Asymmetric cell division and the role of SpoIIE. (A) In the pre-divisional cell (upper) and the mother cell (MC) following cell division (lower), SpoIIAA (AA) is phosphorylated and σ^F is in a complex with SpoIIAB (AB₂). In the forespore (FS), σ^F is free and AA and AB are in complex. SpoIIE (E) accumulates at the asymmetric septum, a double membrane structure. (B) The putative three domain structure of SpoIIE. The limits of the putative FtsZ-binding domain are uncertain.

Fig. 2.

Screening of the truncation library. The fluorescence signals from a small section of the colony array are shown. The array was probed for the presence of biotin with a steptavidin-Alexa fluor, which gives a green fluorescent signal as an indicator of solubility of the clone (left) and for hexa-histidine with conjugated anti-His₆ antibody, which gives a red fluorescent signal (right).
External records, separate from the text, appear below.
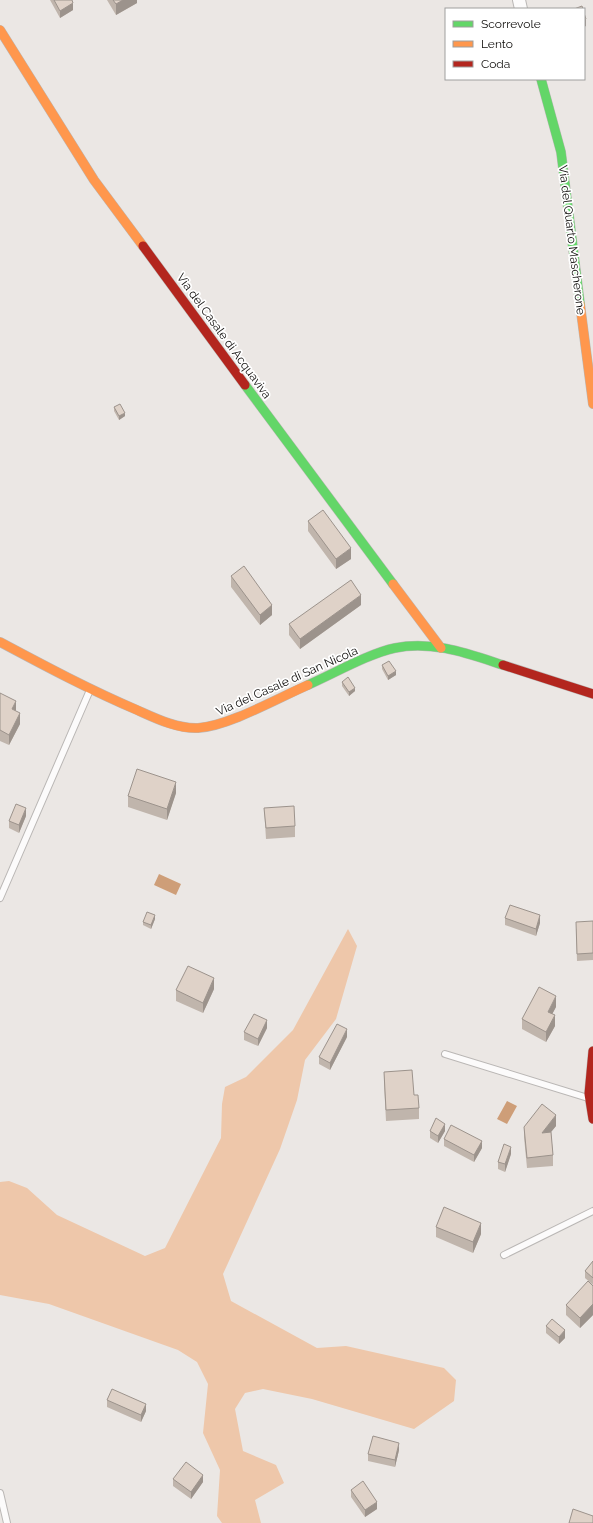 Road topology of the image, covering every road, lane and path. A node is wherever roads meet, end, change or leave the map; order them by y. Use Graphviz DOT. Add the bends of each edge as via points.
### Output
graph roads {
  1 [pos="0,30"];
  2 [pos="541,80"];
  3 [pos="593,404"];
  4 [pos="0,642"];
  5 [pos="441,648"];
  6 [pos="90,690"];
  7 [pos="593,694"];
  8 [pos="0,898"];
  9 [pos="593,1051"];
  10 [pos="445,1054"];
  11 [pos="590,1098"];
  12 [pos="593,1119"];
  13 [pos="593,1211"];
  14 [pos="504,1255"];
  15 [pos="0,1493"];
  16 [pos="7,1523"];
  1 -- 5 [label="street, Via del Casale di Acquaviva" via="94,180"];
  2 -- 3 [label="street, Via del Quarto Mascherone" via="561,152"];
  4 -- 6 [label="street, Via del Casale di San Nicola"];
  5 -- 6 [label="street, Via del Casale di San Nicola" via="414,645 386,650 227,721 204,727 188,727 163,721"];
  5 -- 7 [label="street, Via del Casale di San Nicola" via="462,652"];
  6 -- 8 [label="lane"];
  9 -- 11 [label="street"];
  10 -- 11 [label="lane"];
  11 -- 12 [label="street"];
  13 -- 14 [label="lane"];
  15 -- 16 [label="lane"];
}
Comparison of the two signals permits screening out of degraded or truncated constructs.

Fig. 3.

Mapping soluble SpoIIE constructs onto the primary structure. The sequenced fragments of SpoIIE are represented as black bars. The numbers in bold script represent the residue numbers of full-length SpoIIE. The fragment identifier and position of the first residue are indicated. Dotted boxes indicate clusters of similarly sized fragments, representing possible windows of solubility. The approximate domain organisation of SpoIIE inferred from earlier work is indicated.

Fig. 4.

Gel electrophoretic analysis of samples of the purified SpoIIE fragments. Coomassie blue staining of gels following resolution of the samples by electrophoresis. (A) 12.5% SDS-polyacrylamide gel. Lanes 1 and 5, low molecular markers (Bio-rad) with masses indicated; lane 2, the B1′ fragment SpoIIE(590–827); lane 3, the H1 fragment SpoIIE(412–827) and lane 4, the B2–B1 fragment SpoIIE(375–595) and (B) 7.5% non-denaturing polyacrylamide gel lane 1, Fragment B1′; lane 2, Fragment H1 and lane 3, the B2–B1 fragment.

Fig. 5.

Assays of SpoIIE fragments. (A) SpoIIAA-phosphate dephosphorylation by the H1 and B1′ fragments monitored by native gel electrophoresis. Lane 1, SpoIIAA∼P (5 μg); lane 2, SpoIIAA (5 μg); lanes 3 and 4, SpoIIAA∼P (5 μg) incubated in the presence of the H1 fragment at 100:1 and 400:1 molar ratios, respectively; lanes 5 and 6, SpoIIAA∼P (5 μg) incubated in the presence of the B1′ fragment at 100:1 and 400:1 molar ratios, respectively. The conversion of SpoIIAA∼P to the lower mobility SpoIIAA species upon incubation with the SpoIIE fragments is evident. (B) Gel mobility shift assay of FtsZ binding by the H1 and B1′ fragments. Lane 1, FtsZ (7 μg); lane 2, FtsZ (7 μg) + 1 mM GTP; lane 3, SpoIIE H1 fragment (7 μg); lane 4, FtsZ (7 μg) + SpoIIE H1 (7 μg) + 1 mM GTP; lane 5, SpoIIE B1′ fragment (7 μg); lane 6, FtsZ (7 μg) + SpoIIE B1′ (7 μg) + 1 mM GTP; lane 7, FtsZ (7 μg) + 1mM GTP. There is no mobility shift evident from these gels other than the additional staining of material at the top of lane 4. (C) SEC-MALLS traces of the molecular mass and differential refractive index (dRI) versus time, of the eluate from a Superdex S200 column. The bold lines give molecular mass of the eluting species calculated from measurements of the refractive index and the multi-angle laser light scattering. Three traces for the (i) H1 (red), (ii) B1′ (green) and (iii) B2–B1 (blue) fragments are overlaid.